77. Creative Seating & Fixtures
Baxter Springs, KS

'96: $1,484,000
'97: $1,663,000
Sales '97: +12.1%
Projected '98: +20%
Est. 1996 Employees: 35

Tables, chairs, booths, laminated cabinetry for restaurants and retail stores

After purchasing the company in 1996, owner Michael Bell knew what he had to do to make the company competitive. "The company had a very limited customer base and poor upper management. We replaced the management team and gave more responsibilities to the ones we kept," he said. The result was a noted rise in sales from the time Bell took over. In the future, Bells says, "We will continue to look at diversifying our product lines in order to secure new customers and look at ways to improve our production methods in order to increase our productivity."

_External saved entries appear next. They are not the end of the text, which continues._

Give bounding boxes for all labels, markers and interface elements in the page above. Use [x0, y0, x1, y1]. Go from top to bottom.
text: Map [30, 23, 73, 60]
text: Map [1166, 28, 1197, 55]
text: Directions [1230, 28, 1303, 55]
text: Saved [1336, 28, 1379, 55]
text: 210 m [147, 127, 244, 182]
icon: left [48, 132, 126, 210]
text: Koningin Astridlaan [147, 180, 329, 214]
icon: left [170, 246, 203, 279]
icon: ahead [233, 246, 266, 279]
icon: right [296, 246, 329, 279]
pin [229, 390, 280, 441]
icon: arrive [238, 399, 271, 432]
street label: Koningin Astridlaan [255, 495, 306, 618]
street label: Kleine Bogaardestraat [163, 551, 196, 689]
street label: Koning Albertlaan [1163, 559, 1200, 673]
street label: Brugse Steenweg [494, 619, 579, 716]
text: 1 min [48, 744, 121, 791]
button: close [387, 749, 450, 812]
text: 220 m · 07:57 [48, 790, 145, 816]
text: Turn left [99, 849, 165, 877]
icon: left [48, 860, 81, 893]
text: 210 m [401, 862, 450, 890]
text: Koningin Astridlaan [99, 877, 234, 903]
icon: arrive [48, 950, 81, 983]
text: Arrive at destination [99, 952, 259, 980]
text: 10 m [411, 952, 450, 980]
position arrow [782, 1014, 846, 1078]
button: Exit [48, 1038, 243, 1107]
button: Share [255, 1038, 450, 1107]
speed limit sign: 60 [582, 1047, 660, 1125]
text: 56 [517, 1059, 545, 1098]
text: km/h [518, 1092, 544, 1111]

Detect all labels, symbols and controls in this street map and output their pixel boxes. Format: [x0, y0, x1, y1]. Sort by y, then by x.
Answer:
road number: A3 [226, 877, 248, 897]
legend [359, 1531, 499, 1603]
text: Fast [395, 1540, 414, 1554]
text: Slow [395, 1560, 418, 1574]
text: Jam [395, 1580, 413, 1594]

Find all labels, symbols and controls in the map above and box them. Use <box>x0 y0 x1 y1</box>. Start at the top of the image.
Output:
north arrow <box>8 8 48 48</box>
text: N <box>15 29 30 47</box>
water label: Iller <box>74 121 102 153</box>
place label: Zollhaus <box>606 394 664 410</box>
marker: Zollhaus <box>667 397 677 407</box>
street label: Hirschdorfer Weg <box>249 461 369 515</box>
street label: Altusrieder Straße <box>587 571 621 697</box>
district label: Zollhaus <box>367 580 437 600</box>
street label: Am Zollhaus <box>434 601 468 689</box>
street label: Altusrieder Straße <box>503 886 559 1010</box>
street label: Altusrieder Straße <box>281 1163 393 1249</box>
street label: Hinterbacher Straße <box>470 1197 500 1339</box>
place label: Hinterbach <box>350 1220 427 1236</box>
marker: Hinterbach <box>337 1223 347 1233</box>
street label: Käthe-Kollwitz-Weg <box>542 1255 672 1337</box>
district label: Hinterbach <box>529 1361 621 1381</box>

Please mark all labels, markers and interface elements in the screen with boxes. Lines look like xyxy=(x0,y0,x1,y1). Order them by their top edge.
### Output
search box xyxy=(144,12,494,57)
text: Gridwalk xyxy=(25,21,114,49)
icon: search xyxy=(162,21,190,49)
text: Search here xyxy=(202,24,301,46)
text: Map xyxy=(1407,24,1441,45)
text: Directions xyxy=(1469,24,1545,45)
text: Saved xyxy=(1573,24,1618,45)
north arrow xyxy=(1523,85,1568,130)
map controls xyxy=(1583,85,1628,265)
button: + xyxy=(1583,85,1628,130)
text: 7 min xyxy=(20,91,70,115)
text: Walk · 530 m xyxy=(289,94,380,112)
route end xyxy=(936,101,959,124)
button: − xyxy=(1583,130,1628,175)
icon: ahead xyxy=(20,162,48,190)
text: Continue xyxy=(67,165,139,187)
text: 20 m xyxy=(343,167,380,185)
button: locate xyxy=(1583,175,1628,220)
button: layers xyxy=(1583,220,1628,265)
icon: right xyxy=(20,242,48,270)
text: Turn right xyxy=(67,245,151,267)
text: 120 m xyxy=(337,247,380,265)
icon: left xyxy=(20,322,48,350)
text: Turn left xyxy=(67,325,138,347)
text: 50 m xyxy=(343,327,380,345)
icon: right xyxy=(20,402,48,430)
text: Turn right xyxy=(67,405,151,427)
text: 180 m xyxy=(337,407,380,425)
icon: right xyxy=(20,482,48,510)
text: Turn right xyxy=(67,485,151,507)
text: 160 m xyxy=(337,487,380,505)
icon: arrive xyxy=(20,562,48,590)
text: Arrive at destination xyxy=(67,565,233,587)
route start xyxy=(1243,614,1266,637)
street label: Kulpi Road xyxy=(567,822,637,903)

78. W.W. Wood Products Inc.
Dudley, MO

'96: $10,816,000
'97: $12,059,000
Sales '97: +11.5%
Projected '98: +18%
Est. 1978 Employees: 185

Kitchen cabinets

W.W. Wood Products is predicting nothing but good things in its future, said company president Ron Wunderlich. The firm is adding a 50,000-square-foot expansion to its present 170,000-square- foot plant. In addition, the company has continued new product development to stay one step ahead of the pack. "We have been adding new products to our line and improving on quality without any price increases to our customers," said Wunderlich. With all this expansion and improvement, Wunderlich remains wary of economic cycles. "We are trying to be careful not to overextend while the economy is good," he said. This is W.W. Wood Products' fourth consecutive Wood 100 appearance.


79. Zongkers Inc.
Omaha, NE

'96: $788,000
'97: $879,000
Sales '97: +11.5%
Projected '98: +25%
Est. 1990 Employees: 12

Hand-crafted custom wood residential and office furniture

Launching a nationwide marketing program, Zongkers' vice president Dan Zongker hoped to take the nation by storm and leave nothing but profits in the program's wake. "We have opened new markets along the East Coast and expanded our customer base in the Midwest," he said. Zongkers has added government furniture contracts to its customer base and created a Web site for potential customers to learn about the company. The company's biggest concern, however, is employee recruitment and retention. "The Omaha area has the lowest unemployment rate nationally, with 1.6%, and keeping employees can be difficult at times," Zongker said. Alphabetically, Zongkers is always at the bottom of the Wood 100 list, but has ranked #83, 14, 47, and 41 since 1994.


80. Riss Bros. Inc.
Blackhawk, SD

'96: $5,809,000
'97: $6,470,000
Sales '97: +11.4%
Projected '98: +10%
Est. 1948 Employees: 96

Manufacturers of hospitality furniture, residential kitchens, countertops, commercial casework, gaming fixtures, and marble fabrications

With unemployment at an all-time low in the Blackhawk, SD, area, Riss Bros.' president Joseph Riss looks to his current employees to bear extra responsibility. "With unemployment at 2% in our area, it is very hard to find quality help, so our training program is extra long," he said. But with a rising economy, Riss hopes to continue to promote the Riss name as a synonym for quality work. "We are best known for our ability to design and manufacture. Letting the market know what else we have to offer is the problem," Riss added. The 50-year-old company is appearing in its fourth straight Wood 100.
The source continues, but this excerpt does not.